Granted, you may battle explaining to your eight-year-old son that the remote-controlled robotic Darth Vader he wants so badly is out of the question, and that he’ll have to get by with fewer such toys than his best friend Alexander, whose daddy is a lawyer. (But if you love them, you’ll do it, because the alternative is much worse.)

• Determine the depth of the (insert expletive here) you’re in. You need to figure out whether, with a determined effort, you can climb out of the hole yourself, or whether you are in so deep that you need the help of a debt counsellor. If such a large portion of your income is going towards servicing debt that you don’t have enough for the basics, such as food and transport, you probably cannot do it alone. I’ll cover debt counselling in a future column.

• Do your homework. Going back over a few months, make a detailed list of your income and expenses for each month, grouping your expenses into debt repayments, essential expenses, and non-essential expenses. By the way, DStv is a non-essential: you can go without watching the World Cup in the comfort of your home; you can’t go without a roof over your head.

• Draw up a frugal-living budget. You can’t be spending more than you are earning, so first cut back on the non-essentials until expenses equal income. Then you need to cut some more – even a saving of R500 a month will help. Oh, and there’s something else to cut, using a sharp pair of scissors: your store cards and credit cards. You’re allowed to keep your bank debit card.

• Stick to your budget, with your family’s support. If you all buy in (perhaps not an apt term in the circumstances) to the idea, you are more likely to succeed. And make a positive of your efforts: “Look how much we’re saving by eating out only once a week”, or “Our family prides itself on wasting as little as possible and recycling where we can – it’s our contribution to the environment.”

• Now tackle the debt. Put the R500 (or more) you’re saving into paying off the smallest debt with a high interest rate. This is likely to be a store account, a credit card account, or a personal loan. It may take several months to pay off the account, which we’ll call account A. Once you’ve finished paying off A, take the whole amount you were paying on A (the regular repayment plus the R500), and add it to your regular repayments on account B, another account with a high interest rate. When B is paid off, you will have an even larger amount to pay off account C: in addition to the regular payment on C, you add the R500 plus what would have been your regular payments on A and B. Get it? On each successive account the amount you have available will be more than on the previous one. So you’re turning the vicious cycle into a virtuous one.
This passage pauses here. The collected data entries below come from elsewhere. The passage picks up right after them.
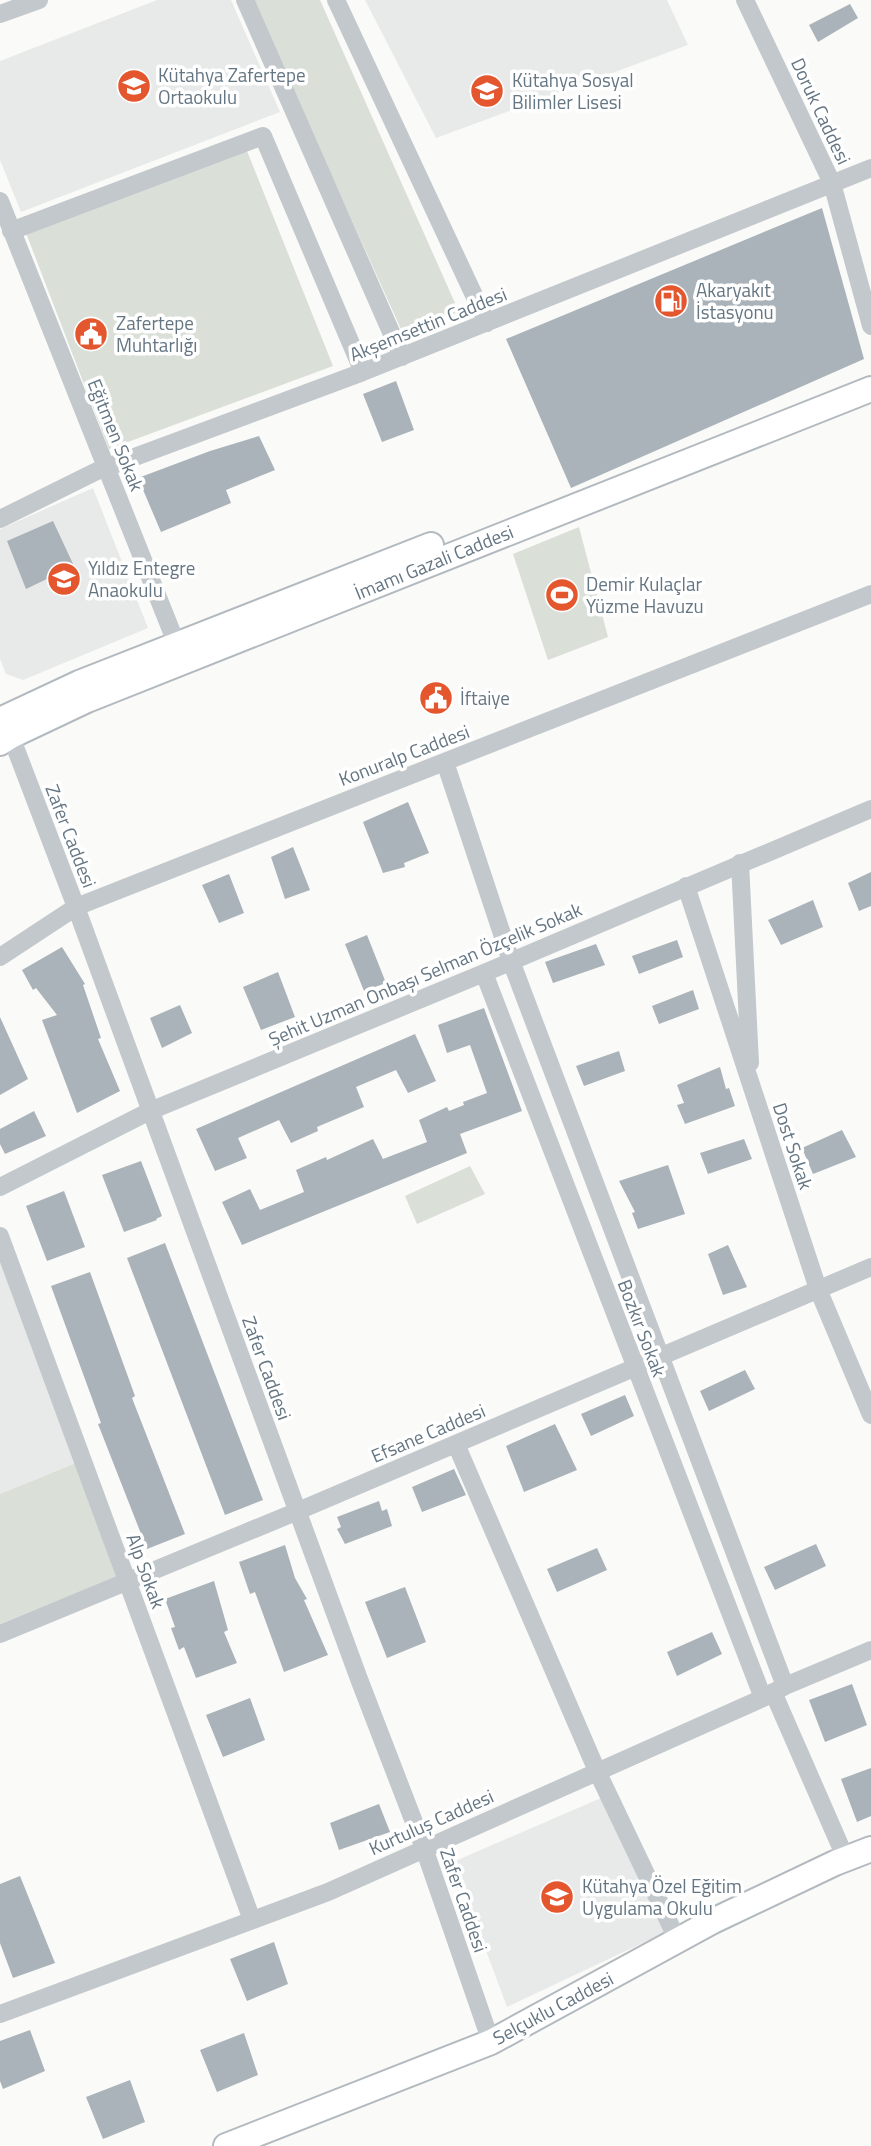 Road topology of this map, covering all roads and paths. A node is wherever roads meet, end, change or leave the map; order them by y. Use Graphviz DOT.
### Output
graph roads {
  1 [pos="39,0"];
  2 [pos="245,0"];
  3 [pos="336,0"];
  4 [pos="745,0"];
  5 [pos="0,14"];
  6 [pos="871,167"];
  7 [pos="832,183"];
  8 [pos="0,201"];
  9 [pos="11,231"];
  10 [pos="486,323"];
  11 [pos="871,326"];
  12 [pos="402,357"];
  13 [pos="871,371"];
  14 [pos="363,372"];
  15 [pos="871,389"];
  16 [pos="106,468"];
  17 [pos="0,519"];
  18 [pos="871,594"];
  19 [pos="177,645"];
  20 [pos="3,725"];
  21 [pos="445,761"];
  22 [pos="871,809"];
  23 [pos="740,863"];
  24 [pos="686,886"];
  25 [pos="76,907"];
  26 [pos="0,957"];
  27 [pos="511,961"];
  28 [pos="484,973"];
  29 [pos="751,1086"];
  30 [pos="149,1111"];
  31 [pos="0,1187"];
  32 [pos="0,1236"];
  33 [pos="871,1267"];
  34 [pos="817,1289"];
  35 [pos="661,1357"];
  36 [pos="635,1368"];
  37 [pos="871,1415"];
  38 [pos="456,1444"];
  39 [pos="298,1511"];
  40 [pos="128,1582"];
  41 [pos="0,1634"];
  42 [pos="871,1650"];
  43 [pos="774,1692"];
  44 [pos="597,1771"];
  45 [pos="424,1848"];
  46 [pos="871,1849"];
  47 [pos="846,1859"];
  48 [pos="252,1920"];
  49 [pos="677,1941"];
  50 [pos="0,2014"];
  51 [pos="491,2042"];
  52 [pos="226,2146"];
  1 -- 5 [label="street"];
  2 -- 12 [label="street"];
  3 -- 10 [label="street"];
  4 -- 7 [label="street, Doruk Caddesi"];
  6 -- 7 [label="street, Akşemsettin Caddesi"];
  7 -- 10 [label="street, Akşemsettin Caddesi"];
  7 -- 11 [label="street, Doruk Caddesi"];
  8 -- 9 [label="street, Eğitmen Sokak"];
  9 -- 14 [label="street"];
  9 -- 16 [label="street, Eğitmen Sokak"];
  10 -- 12 [label="street, Akşemsettin Caddesi"];
  12 -- 14 [label="street, Akşemsettin Caddesi"];
  13 -- 19 [label="main road, İmamı Gazali Caddesi"];
  14 -- 16 [label="street, Akşemsettin Caddesi"];
  15 -- 20 [label="main road, İmamı Gazali Caddesi"];
  16 -- 17 [label="street, Akşemsettin Caddesi"];
  16 -- 19 [label="street, Eğitmen Sokak"];
  18 -- 21 [label="street, Konuralp Caddesi"];
  19 -- 20 [label="main road, İmamı Gazali Caddesi"];
  20 -- 25 [label="street, Zafer Caddesi"];
  21 -- 25 [label="street, Konuralp Caddesi"];
  21 -- 27 [label="street, Bozkır Sokak"];
  22 -- 23 [label="street, Şehit Uzman Onbaşı Selman Özçelik Sokak"];
  23 -- 24 [label="street, Şehit Uzman Onbaşı Selman Özçelik Sokak"];
  23 -- 29 [label="street"];
  24 -- 27 [label="street, Şehit Uzman Onbaşı Selman Özçelik Sokak"];
  24 -- 29 [label="street, Dost Sokak"];
  25 -- 26 [label="street, Konuralp Caddesi"];
  25 -- 30 [label="street, Zafer Caddesi"];
  27 -- 28 [label="street, Şehit Uzman Onbaşı Selman Özçelik Sokak"];
  27 -- 35 [label="street, Bozkır Sokak"];
  28 -- 30 [label="street, Şehit Uzman Onbaşı Selman Özçelik Sokak"];
  28 -- 36 [label="street, Bozkır Sokak"];
  29 -- 34 [label="street, Dost Sokak"];
  30 -- 31 [label="street, Şehit Uzman Onbaşı Selman Özçelik Sokak"];
  30 -- 39 [label="street, Zafer Caddesi"];
  32 -- 40 [label="street, Alp Sokak"];
  33 -- 34 [label="street, Efsane Caddesi"];
  34 -- 35 [label="street, Efsane Caddesi"];
  34 -- 37 [label="street, Dost Sokak"];
  35 -- 36 [label="street, Efsane Caddesi"];
  35 -- 43 [label="street, Bozkır Sokak"];
  36 -- 38 [label="street, Efsane Caddesi"];
  36 -- 43 [label="street, Bozkır Sokak"];
  38 -- 39 [label="street, Efsane Caddesi"];
  38 -- 44 [label="street"];
  39 -- 40 [label="street, Efsane Caddesi"];
  39 -- 45 [label="street, Zafer Caddesi"];
  40 -- 41 [label="street, Efsane Caddesi"];
  40 -- 48 [label="street, Alp Sokak"];
  42 -- 43 [label="street, Kurtuluş Caddesi"];
  43 -- 44 [label="street, Kurtuluş Caddesi"];
  43 -- 47 [label="street"];
  44 -- 45 [label="street, Kurtuluş Caddesi"];
  44 -- 49 [label="street"];
  45 -- 48 [label="street, Kurtuluş Caddesi"];
  45 -- 51 [label="street, Zafer Caddesi"];
  46 -- 47 [label="main road, Selçuklu Caddesi"];
  47 -- 49 [label="main road, Selçuklu Caddesi"];
  48 -- 50 [label="street, Kurtuluş Caddesi"];
  49 -- 51 [label="main road, Selçuklu Caddesi"];
  51 -- 52 [label="main road, Selçuklu Caddesi"];
} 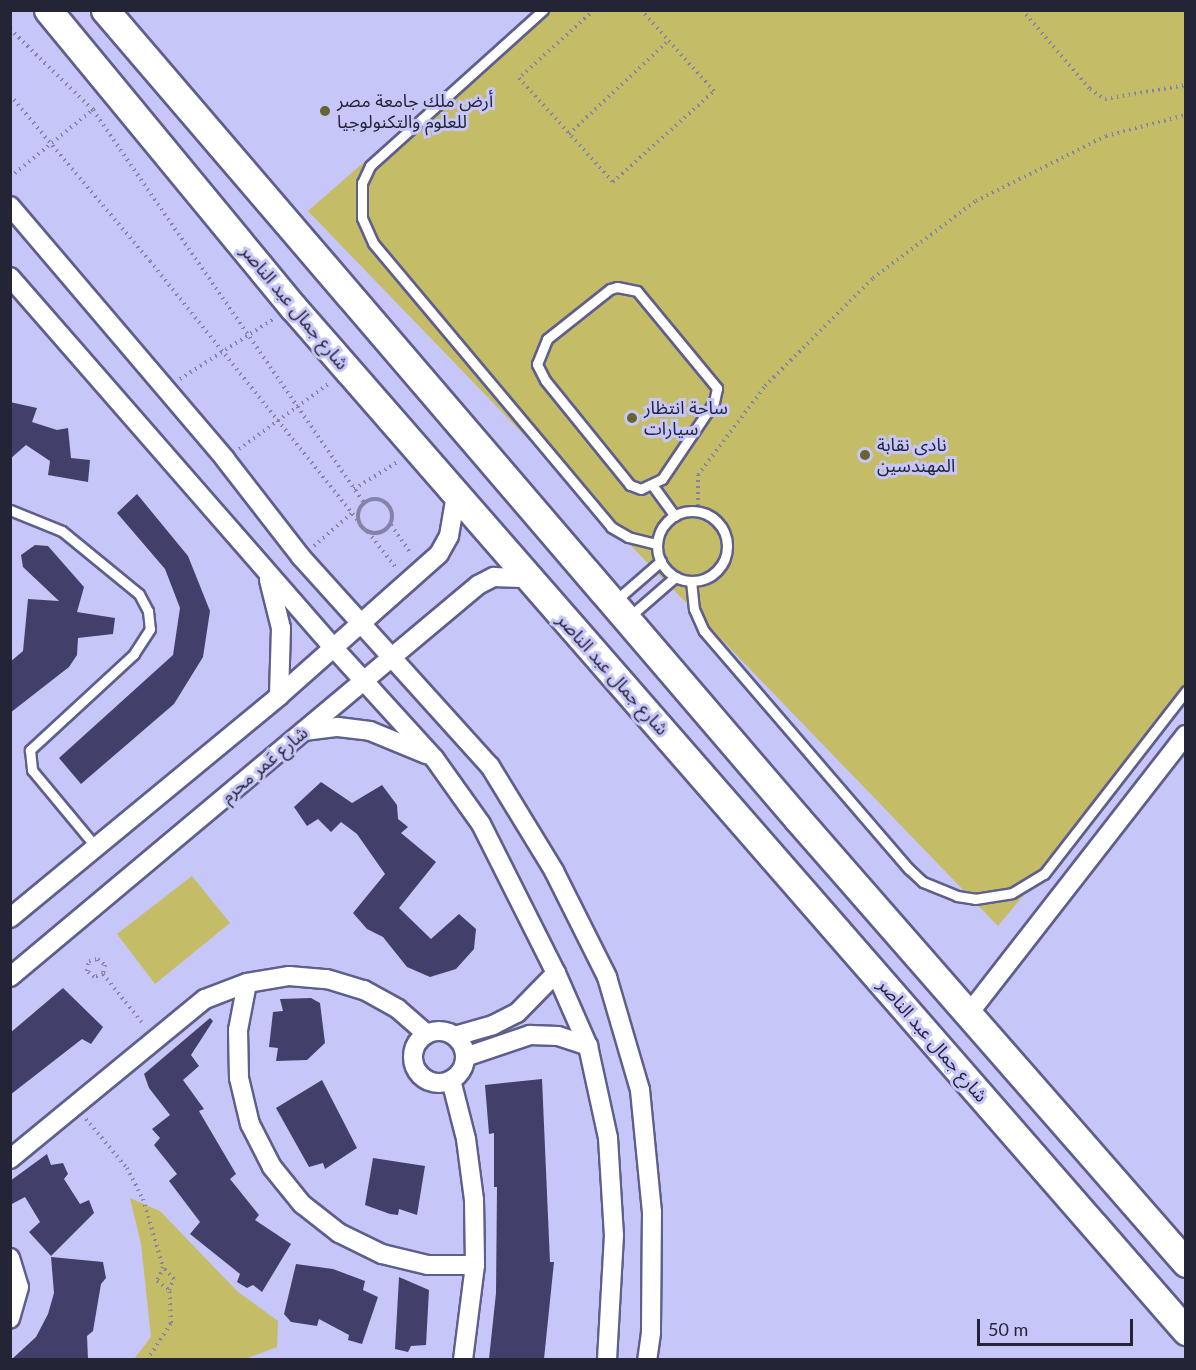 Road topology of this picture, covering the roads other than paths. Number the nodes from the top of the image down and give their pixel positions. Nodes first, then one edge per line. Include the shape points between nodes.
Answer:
1 (48, 10) edge
2 (105, 10) edge
3 (543, 10) edge
4 (10, 206) edge
5 (10, 277) edge
6 (653, 486) junction
7 (456, 495) junction
8 (10, 510) edge
9 (675, 516) junction
10 (657, 544) junction
11 (661, 561) junction
12 (265, 570) junction
13 (675, 577) junction
14 (527, 578) junction
15 (691, 581) junction
16 (620, 610) junction
17 (362, 622) junction
18 (333, 647) junction
19 (394, 656) junction
20 (366, 681) junction
21 (1185, 690) edge
22 (279, 696) junction
23 (304, 731) junction
24 (1185, 735) edge
25 (434, 758) junction
26 (797, 818) junction
27 (95, 846) junction
28 (769, 851) junction
29 (10, 918) edge
30 (556, 973) junction
31 (10, 977) edge
32 (247, 983) junction
33 (970, 1012) junction
34 (427, 1034) junction
35 (455, 1036) junction
36 (588, 1046) junction
37 (465, 1057) junction
38 (451, 1080) junction
39 (10, 1159) edge
40 (10, 1258) edge
41 (1185, 1263) edge
42 (476, 1265) junction
43 (10, 1319) edge
44 (1185, 1331) edge
45 (463, 1359) edge
46 (607, 1359) edge
47 (647, 1359) edge

1 - 7 main road, شارع جمال عبد الناصر via 293,307
2 - 16 main road
3 - 10 lane via 370,166 362,183 362,218 374,243 612,527 628,537
4 - 17 street via 225,459 301,557
5 - 12 street
6 - 6 lane via 630,485 545,380 537,364 547,339 617,287 637,291 717,388 714,402 662,480
6 - 9 lane
7 - 14 main road, شارع جمال عبد الناصر
7 - 17 street via 449,536 439,554
8 - 27 lane via 62,531 139,594 148,611 150,629 134,654 30,750 32,770
9 - 10 lane via 666,523
9 - 15 lane via 698,512 718,523 727,544 726,555 713,574
10 - 11 lane
11 - 13 lane
11 - 16 lane
12 - 18 street
12 - 22 street via 281,628
13 - 15 lane
13 - 16 lane
14 - 19 street, شارع عَمر محرم via 494,577 477,585
14 - 28 main road, شارع جمال عبد الناصر
15 - 21 lane via 694,609 704,631 909,869 923,882 957,896 994,897 1012,893 1044,874
16 - 26 main road
17 - 18 street
17 - 19 street
18 - 20 street
18 - 22 street
19 - 20 street, شارع عَمر محرم
19 - 47 street via 490,766 554,871 607,977 640,1090 652,1212 651,1333
20 - 23 street, شارع عَمر محرم
20 - 25 street
22 - 27 street
23 - 25 street via 338,727 370,731
23 - 31 street, شارع عَمر محرم
24 - 33 street
25 - 30 street via 481,824
26 - 28 main road via 792,837
26 - 33 main road
27 - 29 street
28 - 44 main road, شارع جمال عبد الناصر
30 - 35 street via 517,1013
30 - 36 street
32 - 34 street via 289,976 327,979 364,990 398,1008
32 - 39 street via 205,999
32 - 42 street via 238,1030 239,1078 250,1124 272,1167 294,1195 339,1233 382,1254 428,1265
33 - 41 main road
34 - 35 street via 446,1032
34 - 38 street via 414,1049 416,1069 431,1082
35 - 37 street
36 - 37 street via 558,1036 530,1035
36 - 46 street via 608,1138 615,1235
37 - 38 street
38 - 42 street via 466,1139 474,1200
40 - 43 street via 20,1287
42 - 45 street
Once you’re at a debt level you can live with (the remaining debts should be only the long-term, low-interest ones such as vehicle loans and your home loan, and realistically their combined repayments shouldn’t be more than a third of your income), you can switch to a “maintenance diet”, by still trying to be as frugal as possible while indulging yourself and your family now and again. 

At this stage you might even begin something that you never thought possible: investing.